In fact, any math on two or more enums is assignable back to an enum (for int or larger).  I don't understand why this should be valid for int, but not for any other type.

These make no sense, even in terms of bitfield flags, but the compiler accepts them:

a << b;
a * b;

According to the spec, enums are integer promoted based on their base-type.  But int isn't promoted, so apparently that enum is left alone.

Then, when determining the type of an enum operation, if the two operands are of the same enum type (meaning, they haven't gone through any integer promotion), the result is the same enum type.

So this unintuitively results in:

enum A : int { a }
enum B : byte { b }

A a;
B b;
writeln(typeof(a | a).stringof); // => A
writeln(typeof(b | b).stringof); // => int (byte is promoted to int)
writeln(typeof(a | b).stringof); // => int
writeln(typeof(a | 1).stringof); // => int
writeln(typeof(b | 1).stringof); // => int

So I guess it works according to the spec, but the spec makes no sense to me.  I don't understand why int or uint (or larger) can be used as bitfields, but smaller types cannot.  Nor do I understand why arbitrary math operations between enums are valid (can't think of a use case), while arbitrary math between enum and int is not.

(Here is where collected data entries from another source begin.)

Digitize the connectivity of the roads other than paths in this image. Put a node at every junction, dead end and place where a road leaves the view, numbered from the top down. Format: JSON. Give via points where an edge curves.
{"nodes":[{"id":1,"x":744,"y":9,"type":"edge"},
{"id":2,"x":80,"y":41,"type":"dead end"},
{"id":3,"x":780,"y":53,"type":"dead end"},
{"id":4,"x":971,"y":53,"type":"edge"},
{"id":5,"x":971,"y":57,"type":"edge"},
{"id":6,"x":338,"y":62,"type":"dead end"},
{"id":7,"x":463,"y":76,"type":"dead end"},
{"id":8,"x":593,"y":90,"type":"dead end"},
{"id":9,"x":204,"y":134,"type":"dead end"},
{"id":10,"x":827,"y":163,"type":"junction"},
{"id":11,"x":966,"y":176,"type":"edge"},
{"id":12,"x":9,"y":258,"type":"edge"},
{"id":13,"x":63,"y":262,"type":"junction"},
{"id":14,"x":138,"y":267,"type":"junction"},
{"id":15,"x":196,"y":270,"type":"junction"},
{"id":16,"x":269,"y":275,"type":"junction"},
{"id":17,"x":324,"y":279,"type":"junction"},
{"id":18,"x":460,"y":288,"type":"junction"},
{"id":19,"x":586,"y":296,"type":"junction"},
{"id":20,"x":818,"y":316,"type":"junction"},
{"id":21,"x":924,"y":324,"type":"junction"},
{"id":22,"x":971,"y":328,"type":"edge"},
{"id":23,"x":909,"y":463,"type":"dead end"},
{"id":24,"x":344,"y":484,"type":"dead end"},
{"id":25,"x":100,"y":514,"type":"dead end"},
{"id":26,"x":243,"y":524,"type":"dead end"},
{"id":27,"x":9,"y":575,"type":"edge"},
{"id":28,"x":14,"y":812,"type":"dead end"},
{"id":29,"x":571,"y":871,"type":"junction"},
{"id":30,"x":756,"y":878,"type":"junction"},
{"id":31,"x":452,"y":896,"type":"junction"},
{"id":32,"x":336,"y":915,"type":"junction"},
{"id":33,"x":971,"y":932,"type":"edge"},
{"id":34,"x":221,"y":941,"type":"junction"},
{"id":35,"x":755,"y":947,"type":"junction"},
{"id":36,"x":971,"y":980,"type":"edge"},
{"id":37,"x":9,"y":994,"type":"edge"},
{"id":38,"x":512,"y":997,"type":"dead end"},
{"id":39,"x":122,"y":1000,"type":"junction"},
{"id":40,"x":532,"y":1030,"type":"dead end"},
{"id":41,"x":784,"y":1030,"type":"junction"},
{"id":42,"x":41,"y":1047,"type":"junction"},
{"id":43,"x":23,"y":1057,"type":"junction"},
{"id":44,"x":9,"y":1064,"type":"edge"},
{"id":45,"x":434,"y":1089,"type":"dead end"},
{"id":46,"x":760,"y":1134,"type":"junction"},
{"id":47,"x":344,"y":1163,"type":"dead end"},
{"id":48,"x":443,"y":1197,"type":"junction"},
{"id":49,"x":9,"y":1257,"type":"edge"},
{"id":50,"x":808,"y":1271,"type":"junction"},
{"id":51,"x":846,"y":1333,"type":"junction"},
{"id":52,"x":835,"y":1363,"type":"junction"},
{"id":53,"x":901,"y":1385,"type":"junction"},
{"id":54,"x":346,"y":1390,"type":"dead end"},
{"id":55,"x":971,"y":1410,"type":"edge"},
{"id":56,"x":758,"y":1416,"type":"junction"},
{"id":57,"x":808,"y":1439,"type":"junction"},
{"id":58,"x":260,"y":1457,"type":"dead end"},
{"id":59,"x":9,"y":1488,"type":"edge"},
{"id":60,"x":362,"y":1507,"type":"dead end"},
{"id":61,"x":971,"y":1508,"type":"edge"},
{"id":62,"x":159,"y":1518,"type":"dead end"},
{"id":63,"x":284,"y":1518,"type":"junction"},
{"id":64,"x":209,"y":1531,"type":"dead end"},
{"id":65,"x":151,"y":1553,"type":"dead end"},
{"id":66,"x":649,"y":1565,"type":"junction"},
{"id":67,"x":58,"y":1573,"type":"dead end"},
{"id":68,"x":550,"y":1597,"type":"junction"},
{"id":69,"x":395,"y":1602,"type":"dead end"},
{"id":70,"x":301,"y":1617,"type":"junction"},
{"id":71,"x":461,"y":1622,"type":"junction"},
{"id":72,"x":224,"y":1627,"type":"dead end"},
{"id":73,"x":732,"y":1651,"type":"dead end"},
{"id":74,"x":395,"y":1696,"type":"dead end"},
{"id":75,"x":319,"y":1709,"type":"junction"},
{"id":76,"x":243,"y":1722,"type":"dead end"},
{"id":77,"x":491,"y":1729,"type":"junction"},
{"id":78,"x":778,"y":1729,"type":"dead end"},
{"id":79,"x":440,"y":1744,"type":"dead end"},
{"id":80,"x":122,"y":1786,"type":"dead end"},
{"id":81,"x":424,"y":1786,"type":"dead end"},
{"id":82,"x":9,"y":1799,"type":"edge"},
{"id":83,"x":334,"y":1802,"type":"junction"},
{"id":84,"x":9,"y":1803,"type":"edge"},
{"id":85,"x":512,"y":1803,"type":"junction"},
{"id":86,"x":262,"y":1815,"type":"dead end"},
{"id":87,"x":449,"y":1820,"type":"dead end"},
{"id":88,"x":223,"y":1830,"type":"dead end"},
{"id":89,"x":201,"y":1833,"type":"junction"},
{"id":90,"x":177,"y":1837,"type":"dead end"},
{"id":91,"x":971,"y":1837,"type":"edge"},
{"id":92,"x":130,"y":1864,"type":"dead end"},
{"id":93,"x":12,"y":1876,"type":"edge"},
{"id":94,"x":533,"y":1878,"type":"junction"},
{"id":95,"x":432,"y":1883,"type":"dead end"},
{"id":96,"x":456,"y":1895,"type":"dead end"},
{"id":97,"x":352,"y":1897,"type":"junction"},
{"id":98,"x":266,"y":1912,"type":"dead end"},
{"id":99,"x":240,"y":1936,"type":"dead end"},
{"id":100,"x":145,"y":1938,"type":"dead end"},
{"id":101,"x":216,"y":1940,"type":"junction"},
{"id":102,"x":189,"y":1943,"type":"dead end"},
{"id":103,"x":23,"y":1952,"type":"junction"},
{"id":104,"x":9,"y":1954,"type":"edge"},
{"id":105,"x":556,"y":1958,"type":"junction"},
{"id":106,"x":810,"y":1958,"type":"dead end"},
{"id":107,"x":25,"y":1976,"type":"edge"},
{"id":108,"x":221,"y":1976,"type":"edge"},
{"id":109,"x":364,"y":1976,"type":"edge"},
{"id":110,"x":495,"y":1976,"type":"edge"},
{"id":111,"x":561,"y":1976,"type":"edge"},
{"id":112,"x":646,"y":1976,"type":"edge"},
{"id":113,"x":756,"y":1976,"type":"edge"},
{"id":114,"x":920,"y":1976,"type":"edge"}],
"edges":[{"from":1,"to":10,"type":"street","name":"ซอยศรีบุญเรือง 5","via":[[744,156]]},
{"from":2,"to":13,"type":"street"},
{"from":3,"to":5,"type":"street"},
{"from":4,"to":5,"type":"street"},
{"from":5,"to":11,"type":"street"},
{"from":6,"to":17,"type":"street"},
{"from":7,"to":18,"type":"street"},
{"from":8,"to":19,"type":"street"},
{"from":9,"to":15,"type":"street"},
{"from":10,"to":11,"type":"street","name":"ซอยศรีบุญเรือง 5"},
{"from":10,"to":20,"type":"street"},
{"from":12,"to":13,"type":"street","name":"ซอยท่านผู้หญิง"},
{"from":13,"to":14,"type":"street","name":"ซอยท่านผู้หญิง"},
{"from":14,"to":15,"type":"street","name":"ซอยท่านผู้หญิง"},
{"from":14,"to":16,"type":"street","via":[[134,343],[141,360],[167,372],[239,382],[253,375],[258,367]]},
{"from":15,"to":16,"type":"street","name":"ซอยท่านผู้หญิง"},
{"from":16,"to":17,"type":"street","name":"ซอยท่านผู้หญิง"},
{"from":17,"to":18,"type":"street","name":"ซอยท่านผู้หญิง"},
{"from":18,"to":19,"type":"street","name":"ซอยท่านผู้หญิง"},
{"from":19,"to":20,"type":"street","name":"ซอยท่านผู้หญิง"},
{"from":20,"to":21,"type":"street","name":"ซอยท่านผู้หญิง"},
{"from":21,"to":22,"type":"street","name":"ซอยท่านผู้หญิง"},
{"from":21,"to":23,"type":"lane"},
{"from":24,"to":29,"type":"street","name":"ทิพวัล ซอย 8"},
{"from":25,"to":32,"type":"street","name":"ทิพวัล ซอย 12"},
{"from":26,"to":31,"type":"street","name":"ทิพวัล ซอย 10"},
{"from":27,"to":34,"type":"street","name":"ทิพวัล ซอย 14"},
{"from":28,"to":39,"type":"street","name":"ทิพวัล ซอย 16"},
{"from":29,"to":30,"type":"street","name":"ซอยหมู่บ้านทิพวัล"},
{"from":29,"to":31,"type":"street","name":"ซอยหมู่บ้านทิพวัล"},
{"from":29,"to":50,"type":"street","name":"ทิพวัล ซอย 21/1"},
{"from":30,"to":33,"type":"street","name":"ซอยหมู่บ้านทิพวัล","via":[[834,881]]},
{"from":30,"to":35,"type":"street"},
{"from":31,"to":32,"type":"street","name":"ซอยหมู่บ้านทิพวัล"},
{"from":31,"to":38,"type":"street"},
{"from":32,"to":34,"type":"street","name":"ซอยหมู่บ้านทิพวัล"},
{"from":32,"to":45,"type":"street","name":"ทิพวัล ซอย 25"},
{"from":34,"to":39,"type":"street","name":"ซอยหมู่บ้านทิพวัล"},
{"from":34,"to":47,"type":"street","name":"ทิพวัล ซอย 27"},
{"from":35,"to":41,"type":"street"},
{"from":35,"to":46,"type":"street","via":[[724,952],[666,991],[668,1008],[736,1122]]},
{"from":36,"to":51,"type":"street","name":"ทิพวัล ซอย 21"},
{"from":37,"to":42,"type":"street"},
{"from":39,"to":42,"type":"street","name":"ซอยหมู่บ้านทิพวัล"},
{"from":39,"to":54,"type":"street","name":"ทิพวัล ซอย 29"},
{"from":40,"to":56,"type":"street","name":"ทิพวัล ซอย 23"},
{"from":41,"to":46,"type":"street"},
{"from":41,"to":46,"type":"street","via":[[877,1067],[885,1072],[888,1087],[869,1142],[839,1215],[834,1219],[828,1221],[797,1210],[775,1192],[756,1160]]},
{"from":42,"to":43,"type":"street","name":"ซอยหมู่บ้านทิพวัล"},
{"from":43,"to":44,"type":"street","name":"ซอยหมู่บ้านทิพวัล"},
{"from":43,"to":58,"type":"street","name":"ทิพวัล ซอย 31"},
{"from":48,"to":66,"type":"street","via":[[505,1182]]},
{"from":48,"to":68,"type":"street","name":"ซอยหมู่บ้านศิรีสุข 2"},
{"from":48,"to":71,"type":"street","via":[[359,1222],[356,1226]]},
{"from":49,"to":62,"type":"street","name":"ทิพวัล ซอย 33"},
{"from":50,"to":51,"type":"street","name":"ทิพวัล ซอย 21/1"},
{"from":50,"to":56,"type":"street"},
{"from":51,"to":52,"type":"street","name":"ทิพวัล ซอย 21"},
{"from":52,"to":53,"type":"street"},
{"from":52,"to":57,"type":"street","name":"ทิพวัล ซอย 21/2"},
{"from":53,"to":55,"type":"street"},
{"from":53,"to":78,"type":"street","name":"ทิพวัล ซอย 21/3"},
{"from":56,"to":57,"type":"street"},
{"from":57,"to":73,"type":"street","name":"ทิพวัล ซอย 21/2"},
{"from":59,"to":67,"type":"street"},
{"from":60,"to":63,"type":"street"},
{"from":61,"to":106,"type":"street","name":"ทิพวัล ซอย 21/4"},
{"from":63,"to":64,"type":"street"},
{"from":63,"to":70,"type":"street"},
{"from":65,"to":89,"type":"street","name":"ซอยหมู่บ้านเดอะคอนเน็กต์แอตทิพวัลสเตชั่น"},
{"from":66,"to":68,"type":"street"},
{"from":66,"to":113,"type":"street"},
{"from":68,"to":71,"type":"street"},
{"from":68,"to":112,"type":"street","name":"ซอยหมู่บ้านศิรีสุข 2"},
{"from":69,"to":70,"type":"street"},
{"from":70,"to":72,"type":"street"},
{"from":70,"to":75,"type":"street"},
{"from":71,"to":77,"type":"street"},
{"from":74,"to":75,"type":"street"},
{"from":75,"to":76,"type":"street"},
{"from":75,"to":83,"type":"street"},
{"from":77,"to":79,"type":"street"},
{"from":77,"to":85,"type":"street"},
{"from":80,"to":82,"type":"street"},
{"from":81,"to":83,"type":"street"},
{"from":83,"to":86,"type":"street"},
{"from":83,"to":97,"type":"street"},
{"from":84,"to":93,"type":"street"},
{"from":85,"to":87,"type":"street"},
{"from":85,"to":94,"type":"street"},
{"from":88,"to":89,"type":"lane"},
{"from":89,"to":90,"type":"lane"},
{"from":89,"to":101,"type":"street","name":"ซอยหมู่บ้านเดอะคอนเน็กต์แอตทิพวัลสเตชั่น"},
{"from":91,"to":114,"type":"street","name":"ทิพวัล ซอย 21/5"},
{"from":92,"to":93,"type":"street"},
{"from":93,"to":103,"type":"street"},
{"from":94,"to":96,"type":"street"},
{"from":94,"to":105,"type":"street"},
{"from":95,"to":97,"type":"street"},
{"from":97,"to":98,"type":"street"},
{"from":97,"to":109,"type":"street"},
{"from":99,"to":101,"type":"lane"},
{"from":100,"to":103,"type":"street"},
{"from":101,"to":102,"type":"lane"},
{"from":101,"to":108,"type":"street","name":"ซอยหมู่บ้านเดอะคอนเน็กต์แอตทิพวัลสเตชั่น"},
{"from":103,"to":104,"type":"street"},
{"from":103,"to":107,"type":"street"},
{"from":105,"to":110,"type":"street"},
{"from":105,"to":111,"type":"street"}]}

I would push for one of 4 behaviors, which make some sense to me:

1. Math operations between two enum values of the same type ALWAYS result in the same enum type regardless of base type (like int-based enums)
2. Math operations between two enum values of the same type ALWAYS result in the base type (full-scale enforcement of "enum only contains values from the identified list")
3. Operations between two enums or between an enum and an int, that result at compile-time in a valid member of the enum result in the enum type.  Otherwise, the operation is converted to the base type.
4. Enums can be assigned any value from its base type, or any value implicitly convertible to that base type.

As it stands now, the compiler makes a half-assed attempt to prevent invalid enum values, but fails miserably in some cases, and is overzealous in others, which is in fact worse than either one alone!  At this point, you can't say anything about enums that is always valid except the manifest-constant usage of them.

TDPL is puzzlingly silent on enum math.

-Steve